BEGIN DATA FOR THE TASK

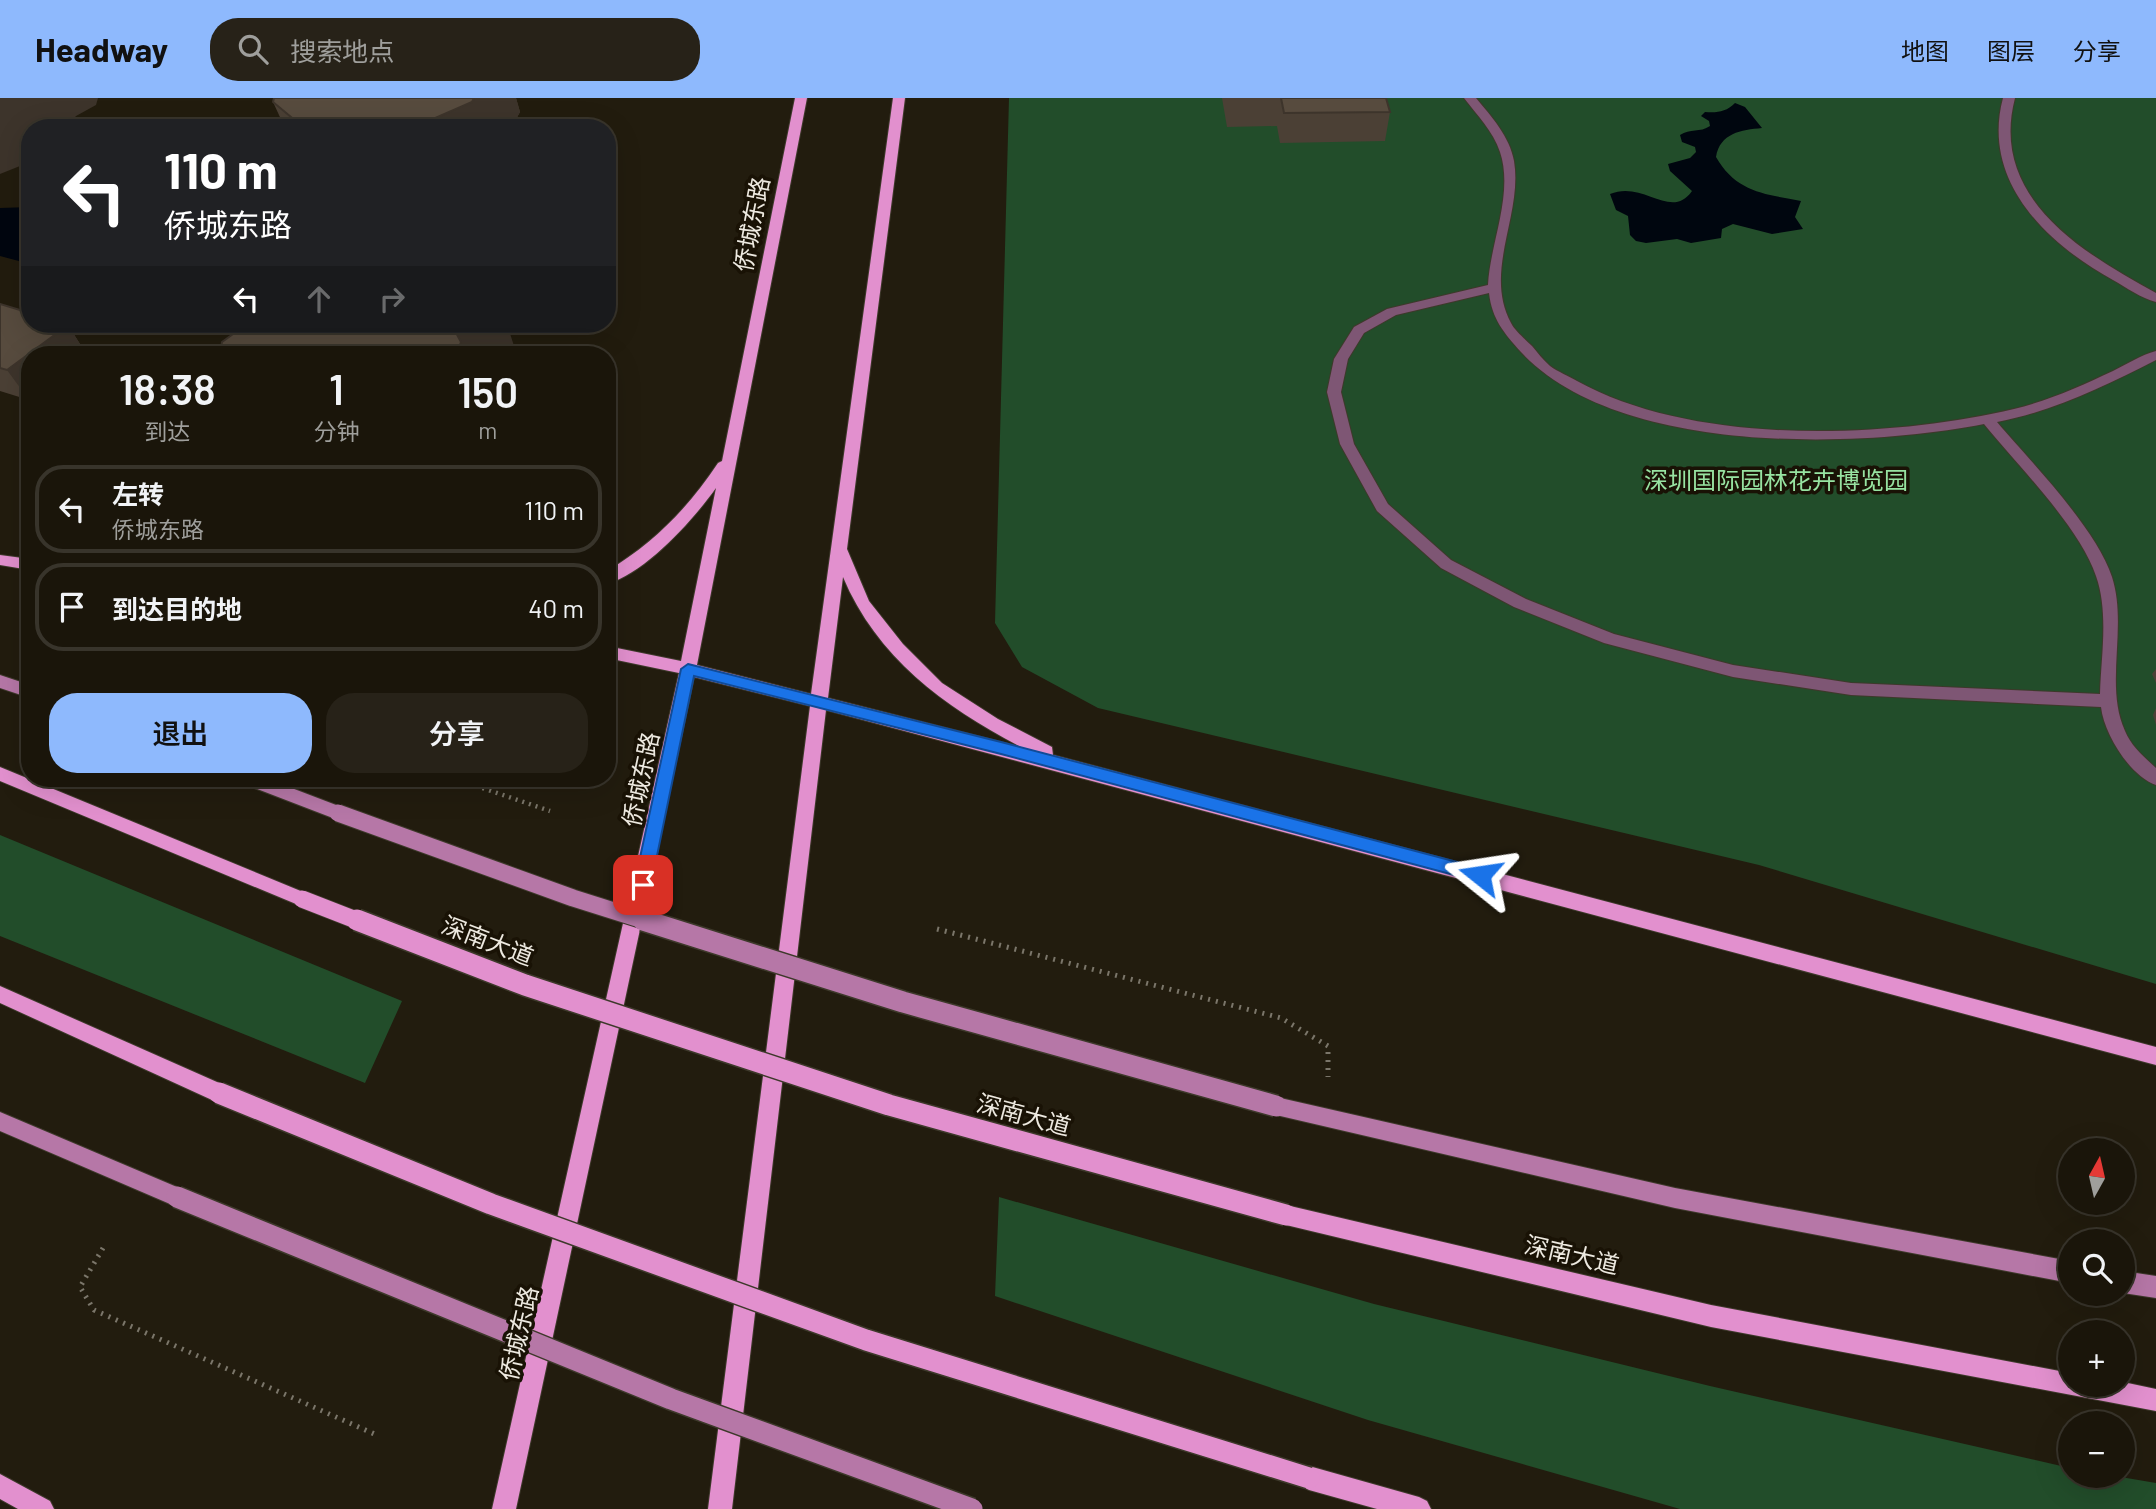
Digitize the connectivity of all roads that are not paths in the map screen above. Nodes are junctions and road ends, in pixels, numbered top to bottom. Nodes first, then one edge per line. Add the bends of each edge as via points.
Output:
1 (801, 98) edge
2 (899, 98) edge
3 (1470, 98) edge
4 (2009, 98) edge
5 (1493, 288) junction
6 (2156, 298) edge
7 (2156, 355) edge
8 (1987, 419) junction
9 (731, 454) junction
10 (839, 550) junction
11 (0, 561) edge
12 (21, 564) edge
13 (616, 573) edge
14 (616, 654) edge
15 (688, 669) junction
16 (0, 681) edge
17 (21, 689) edge
18 (818, 701) junction
19 (2106, 701) junction
20 (1074, 767) junction
21 (0, 774) edge
22 (2156, 778) edge
23 (21, 783) edge
24 (31, 787) edge
25 (271, 787) edge
26 (0, 995) edge
27 (2156, 1056) edge
28 (0, 1121) edge
29 (2058, 1270) edge
30 (2135, 1284) edge
31 (2156, 1287) edge
32 (2058, 1382) edge
33 (2135, 1396) edge
34 (2156, 1400) edge
35 (0, 1486) edge
36 (42, 1509) edge
37 (504, 1509) edge
38 (720, 1509) edge
39 (972, 1509) edge
40 (1419, 1509) edge

1 - 9 main road, 侨城东路
2 - 10 main road
3 - 5 lane via 1508,159 1510,194
4 - 6 lane via 2002,117 2003,145 2011,173 2034,208 2069,245
5 - 8 lane via 1505,325 1531,359 1570,386 1633,411 1702,427 1780,434 1857,435
5 - 19 lane via 1392,312 1359,330 1341,359 1334,392 1347,444 1382,507 1446,564 1520,603 1610,639 1733,671 1851,689
7 - 8 lane via 2083,390
8 - 19 lane via 2082,537 2104,575 2112,623
9 - 13 main road via 703,499 673,533
9 - 15 main road, 侨城东路
10 - 18 main road
10 - 20 main road via 862,603 936,687 992,724
11 - 12 main road
14 - 15 main road
15 - 18 main road
15 - 37 main road, 侨城东路
16 - 17 main road
18 - 20 main road
18 - 38 main road
19 - 22 lane via 2116,736
20 - 27 main road
21 - 23 main road, 深南大道, bridge
24 - 32 main road, 深南大道, bridge via 525,985 888,1105 1286,1215 1711,1316
25 - 29 main road, bridge via 573,898 903,1002 1276,1106 1675,1198
26 - 40 main road, bridge via 219,1093 491,1204 866,1340
28 - 39 main road, bridge via 465,1317 822,1458
30 - 31 main road
33 - 34 main road, 深南大道
35 - 36 main road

END DATA FOR THE TASK

YOUR ASSIGNMENT: The whole of the data above needs retyping exactly, with pictures omitted.

WRITTEN ANSWER:
Digitize the connectivity of all roads that are not paths in the map screen above. Nodes are junctions and road ends, in pixels, numbered top to bottom. Nodes first, then one edge per line. Add the bends of each edge as via points.
Output:
1 (801, 98) edge
2 (899, 98) edge
3 (1470, 98) edge
4 (2009, 98) edge
5 (1493, 288) junction
6 (2156, 298) edge
7 (2156, 355) edge
8 (1987, 419) junction
9 (731, 454) junction
10 (839, 550) junction
11 (0, 561) edge
12 (21, 564) edge
13 (616, 573) edge
14 (616, 654) edge
15 (688, 669) junction
16 (0, 681) edge
17 (21, 689) edge
18 (818, 701) junction
19 (2106, 701) junction
20 (1074, 767) junction
21 (0, 774) edge
22 (2156, 778) edge
23 (21, 783) edge
24 (31, 787) edge
25 (271, 787) edge
26 (0, 995) edge
27 (2156, 1056) edge
28 (0, 1121) edge
29 (2058, 1270) edge
30 (2135, 1284) edge
31 (2156, 1287) edge
32 (2058, 1382) edge
33 (2135, 1396) edge
34 (2156, 1400) edge
35 (0, 1486) edge
36 (42, 1509) edge
37 (504, 1509) edge
38 (720, 1509) edge
39 (972, 1509) edge
40 (1419, 1509) edge

1 - 9 main road, 侨城东路
2 - 10 main road
3 - 5 lane via 1508,159 1510,194
4 - 6 lane via 2002,117 2003,145 2011,173 2034,208 2069,245
5 - 8 lane via 1505,325 1531,359 1570,386 1633,411 1702,427 1780,434 1857,435
5 - 19 lane via 1392,312 1359,330 1341,359 1334,392 1347,444 1382,507 1446,564 1520,603 1610,639 1733,671 1851,689
7 - 8 lane via 2083,390
8 - 19 lane via 2082,537 2104,575 2112,623
9 - 13 main road via 703,499 673,533
9 - 15 main road, 侨城东路
10 - 18 main road
10 - 20 main road via 862,603 936,687 992,724
11 - 12 main road
14 - 15 main road
15 - 18 main road
15 - 37 main road, 侨城东路
16 - 17 main road
18 - 20 main road
18 - 38 main road
19 - 22 lane via 2116,736
20 - 27 main road
21 - 23 main road, 深南大道, bridge
24 - 32 main road, 深南大道, bridge via 525,985 888,1105 1286,1215 1711,1316
25 - 29 main road, bridge via 573,898 903,1002 1276,1106 1675,1198
26 - 40 main road, bridge via 219,1093 491,1204 866,1340
28 - 39 main road, bridge via 465,1317 822,1458
30 - 31 main road
33 - 34 main road, 深南大道
35 - 36 main road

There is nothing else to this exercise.